_Problem to work on_: Below are records; reproduce exactly the lines from the one that has "display:flex; align-items:center; justify-content:space-between;" through the one that has "display:flex; gap:8px; margin-top:auto;", ends included, and nothing more.

Start of Input records

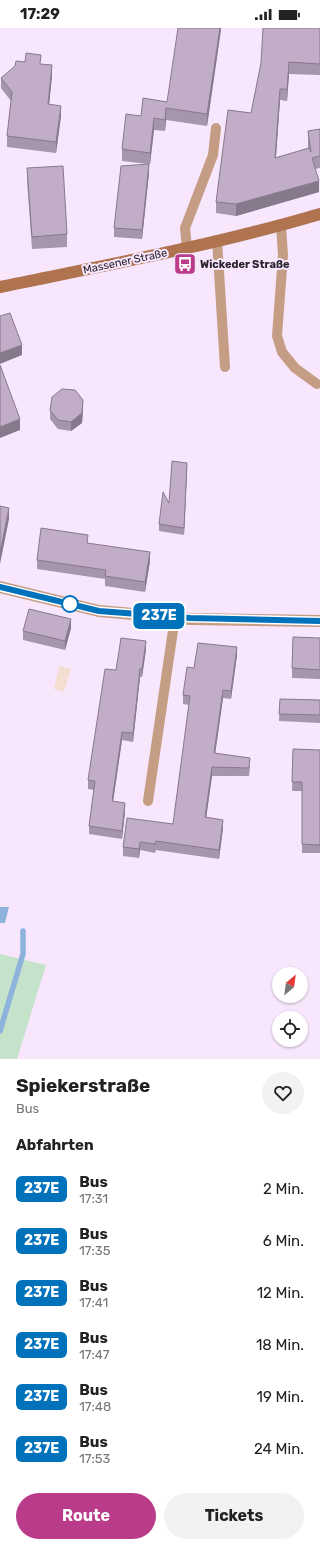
<!DOCTYPE html>
<html lang="de">
<head>
<meta charset="utf-8">
<style>
	body { margin:0; font-family:Rubik,sans-serif; background:#f2f2f2; color:#222; height:100vh; display:flex; flex-direction:column; font-size:15px; white-space:nowrap }
	* { box-sizing:border-box; margin:0 }
	p { font-size:13px; color:#767676 }
	.icon { flex:none; width:22px; height:22px; fill:none; stroke:currentColor; stroke-width:2; stroke-linecap:round; stroke-linejoin:round }
	.map { position:relative; height:1031px; overflow:hidden }
	.sheet { display:flex; flex-direction:column; background:#fff; flex:1 }
	.sheet>* { flex:none }
	.badge { padding:0 8px; border-radius:6px; font-size:14px; line-height:26px }
	.needle { width:26px; rotate:29deg }
	.fabs { position:absolute; left:272px; top:939px; display:grid; gap:8px }
	.fabs a { display:grid; place-items:center; width:36px; height:36px; border-radius:50%; background:#fff; box-shadow:0 1px 3px #0004; font-size:20px }
	.map>.badge { position:absolute; translate:-50% -50%; box-shadow:0 0 0 2px #fff }
	h2 { padding:0 16px; font-size:15px; line-height:36px }
	.round { display:grid; place-items:center; flex:none; width:42px; height:42px; border-radius:21px; background:#f2f2f2 }
	.headline { display:flex; align-items:center; justify-content:space-between; height:68px; padding:0 16px }
	h1 { font-size:19px; font-weight:700; line-height:30px }
	.action { display:flex; gap:8px; margin-top:auto; padding:8px 16px }
	.action a { flex:1; height:46px; border-radius:24px; background:#b93b89; color:#fff; font-size:16px; font-weight:700; line-height:46px; text-align:center }
	.action a+a { background:#f2f2f2; color:#222 }
	ul { padding:0; list-style:none }
	li { display:flex; align-items:center; gap:12px; height:52px; padding:0 16px }
	li div { flex:1 }
	li b { display:block; font-size:15px }
	li em { font-style:normal }
	li .badge { min-width:44px; font-weight:700; text-align:center }
	.status { display:flex; justify-content:space-between; align-items:center; height:28px; padding:0 20px; background:#fff; direction:ltr }
	.status svg { height:11px; fill:currentColor }
	.map>svg:first-child { display:block }
	.industrial { fill:#f4ded1 }
	.green { fill:#c5e2ca }
	.water { fill:#8db3dd }
	.lines { fill:none; stroke-linecap:round; stroke-linejoin:round }
	.stream { stroke:#8db3dd; stroke-width:5.5 }
	.lane { stroke:#c59c84; stroke-width:10 }
	.street { stroke:#c59c84; stroke-width:12 }
	.secondary { stroke:#af734f; stroke-width:12 }
	.wall { fill:#a695ac }
	.shaded-wall { fill:#87798c }
	.building { fill:#c1adc8; stroke:#87798c }
	.line-casing { stroke:#fff; stroke-width:9 }
	.line { stroke:#0072bc; stroke-width:6 }
	.stop-dot { fill:#fff; stroke:#0072bc; stroke-width:2 }
	.labels { text-anchor:middle; stroke-width:4; stroke-linejoin:round; paint-order:stroke }
	.street-label { font-size:11px; fill:#271f29; stroke:#f7e6fc }
	.poi-label { font-size:11px; font-weight:bold; fill:#271f29; stroke:#f7e6fc; text-anchor:start }
</style>
</head>
<body>
<div class="status"><b>17:29</b><svg viewBox="0 0 49 12"><path d="M0 12V9h3v3zM5 12V6h3v6zM10 12V3h3v9zM15 12V0h3v12zM26 1h20v11H26zM47 4h2v5h-2z"/></svg></div>
<div class="map">
<svg width="320" height="1031" viewBox="0 0 320 1031">
	<rect width="100%" height="100%" fill="#f7e6fc"/>
	<!-- industrial -->
	<path class="industrial" d="M59 638 71 641 64 664 54 661Z"/>
	<!-- green -->
	<path class="green" d="M0 926 46 937 17 1031H0Z"/>
	<!-- water -->
	<path class="water" d="M0 879H9L5 895H0Z"/>
	<g class="lines">
		<!-- stream -->
		<path class="stream" d="M0 1003 23 926V903"/>
		<!-- lane -->
		<path class="lane" d="M281 198 283 227 277 308 282 324 295 340 317 356
			M217 212 225 339
			M187 220 185 200 213 127 216 100
			M148 773 175 589"/>
		<!-- street -->
		<path class="street" d="M0 559 99 583 190 591 320 593"/>
		<!-- secondary -->
		<path class="secondary" d="M0 259C107 237 215 217 320 186"/>
	</g>
	<!-- wall -->
	<path class="wall" d="M221 0 207 98 166 92 165 103 154 102 150 136H149V145L142 211 114 209V200L148 136 122 133V121L141 88 167 74Z
		M320 0V47L289 46 287 73 280 72 276 130 308 120V103L320 101V140L315 141 319 164 236 188 216 185V174L251 85 261 35Z
		M41 36 52 48 49 76 61 88 56 125 7 119V108L11 73 1 60V50Z
		M27 140 67 206V219L32 221 27 152Z
		M50 382H83L82 395 71 403 58 401 50 391Z
		M187 442 184 507 159 503V496Z
		M88 515 150 533 145 564 105 558V551L37 541V532Z
		M71 600 65 622 23 612V603Z
		M320 610V651L292 650V640Z
		M146 621 142 649H140L133 714 122 712 113 773 125 783 122 811 89 806V798L94 762 88 761V752L116 642Z
		M237 627 231 671 223 670 215 725 250 739 249 748H212L206 790 223 800 219 831 156 822 155 825 140 822 139 830 123 828V819L173 796 189 677 183 676V667L194 640Z
		M280 671 320 672V695L279 693Z
		M293 721 320 722V825H302V763H292Z"/>
	<!-- shaded-wall -->
	<path class="shaded-wall" d="M220 0H221V2L207 98V86Z
		M289 34V46L287 73V61Z
		M52 37V48L48 87V76Z
		M280 61V72L275 141V130Z
		M61 78V88L56 125V114Z
		M166 80V92L165 103V92Z
		M154 90V102L150 136V125Z
		M149 136V145L142 211V202Z
		M319 153V164L236 188V176Z
		M22 317V327L0 336V325Z
		M83 372V382L82 395 71 403V394Z
		M20 391V402L0 410V399Z
		M187 435V442L184 507V500Z
		M9 480V491L0 536V525Z
		M150 524V533L145 564V554Z
		M71 591V600L65 622V613Z
		M146 613V621L142 649V641Z
		M237 619V627L231 671V663Z
		M140 641V649L133 714V705Z
		M223 662V670L214 734V725Z
		M122 704V712L112 781V773Z
		M212 739V748L205 798V789Z
		M125 775V783L122 811V803Z
		M223 792V800L219 831V822Z
		M140 814V822L139 830V821Z"/>
	<!-- building -->
	<path class="building" d="M178 0H220L207 86 166 80 165 92 154 90 150 125 122 121 126 86 141 88 143 70 167 74Z
		M263 0H320V36L289 34 287 61H280L275 130 309 120 311 124 308 103 320 101V128L312 130 319 153 236 176 216 174 228 82 251 85 261 35Z
		M26 25 41 27 40 36 52 37 48 76 61 78 56 114 7 108 12 64 1 50 15 38 16 33 25 34Z
		M149 136 142 202 114 200 121 138Z
		M63 138 67 206 32 209 27 140Z
		M10 285 22 317 0 325V288Z
		M0 337 20 391 0 399Z
		M62 361 75 362 83 372 82 385 71 394 58 392 50 382 52 369Z
		M172 433 187 435 184 500 159 496 163 464 169 475Z
		M0 478 9 480 0 525Z
		M41 500 88 507 87 515 150 524 145 554 105 548 106 542 37 532Z
		M29 581 71 591 65 613 23 603Z
		M293 609 320 610V642L292 640Z
		M121 610 146 613 142 641H140L133 705 122 704 112 773 125 775 122 803 89 798 95 753 88 752 105 641 116 642Z
		M198 615 237 619 231 663 223 662 214 725 250 730 249 740 212 739 205 789 223 792 219 822 156 813 155 816 140 814 139 821 123 819 127 790 173 796 190 668 183 667 187 639 194 640Z
		M280 671 320 672V687L279 686Z
		M293 721 320 722V817L302 816V754H292Z"/>
	<g class="lines">
		<!-- line casing -->
		<g class="line-casing">
			<path id="line" d="M0 559 99 583 190 590 320 593"/>
		</g>
		<!-- line -->
		<use href="#line" class="line"/>
	</g>
	<!-- icons -->
	<defs>
		<g id="bus-square" transform="scale(1.15)"><rect x="-9" y="-9" width="18" height="18" rx="4" fill="#b93b89" stroke="#f7e6fc"/><path d="M-5-6H5V4H4V6H2V4H-2V6H-4V4H-5ZM-3.5-4V0h7V-4ZM-3.5 1.2v1.5H-2V1.2ZM2 1.2v1.5H3.5V1.2Z" fill="#fff"/></g>
	</defs>
	<g fill-rule="evenodd">
		<use href="#bus-square" x="185" y="236"/>
	</g>
	<!-- markers -->
	<circle class="stop-dot" cx="70" cy="576" r="8"/>
	<g class="labels">
		<!-- street labels -->
		<g class="street-label">
			<text transform="translate(125 233) rotate(-12)" y="4">Massener Straße</text>
		</g>
		<!-- poi labels -->
		<g class="poi-label">
			<text x="200" y="240">Wickeder Straße</text>
		</g>
	</g>
</svg>
<div class="fabs">
<a><svg class="needle" viewBox="-14 -14 28 28"><path d="M0-13l5 13h-10z" fill="#e53935"/><path d="M0 13l5-13h-10z" fill="#767676"/></svg></a>
<a><svg class="icon" aria-label="locate" viewBox="0 0 24 24"><circle cx="12" cy="12" r="6"/><path d="M12 2v4M12 18v4M2 12h4M18 12h4"/></svg></a>
</div>
<b class="badge" style="left:159px;top:588px;background:#0072bc;color:#fff">237E</b>
</div>
<section class="sheet">
<div class="headline"><div><h1>Spiekerstraße</h1><p>Bus</p></div><a class="round"><svg class="icon" aria-label="heart" viewBox="0 0 24 24"><path d="M12 20l-8-8c-3-5 5-10 8-4 3-6 11-1 8 4z"/></svg></a></div>
<h2>Abfahrten</h2>
<ul>
<li><span class="badge" style="background:#0072bc;color:#fff">237E</span><div><b>Bus</b><p>17:31</p></div><em>2 Min.</em></li>
<li><span class="badge" style="background:#0072bc;color:#fff">237E</span><div><b>Bus</b><p>17:35</p></div><em>6 Min.</em></li>
<li><span class="badge" style="background:#0072bc;color:#fff">237E</span><div><b>Bus</b><p>17:41</p></div><em>12 Min.</em></li>
<li><span class="badge" style="background:#0072bc;color:#fff">237E</span><div><b>Bus</b><p>17:47</p></div><em>18 Min.</em></li>
<li><span class="badge" style="background:#0072bc;color:#fff">237E</span><div><b>Bus</b><p>17:48</p></div><em>19 Min.</em></li>
<li><span class="badge" style="background:#0072bc;color:#fff">237E</span><div><b>Bus</b><p>17:53</p></div><em>24 Min.</em></li>
</ul>
<div class="action"><a>Route</a><a>Tickets</a></div>
</section>
</body>
</html>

End of Input records

_Exercise result_:
	.headline { display:flex; align-items:center; justify-content:space-between; height:68px; padding:0 16px }
	h1 { font-size:19px; font-weight:700; line-height:30px }
	.action { display:flex; gap:8px; margin-top:auto; padding:8px 16px }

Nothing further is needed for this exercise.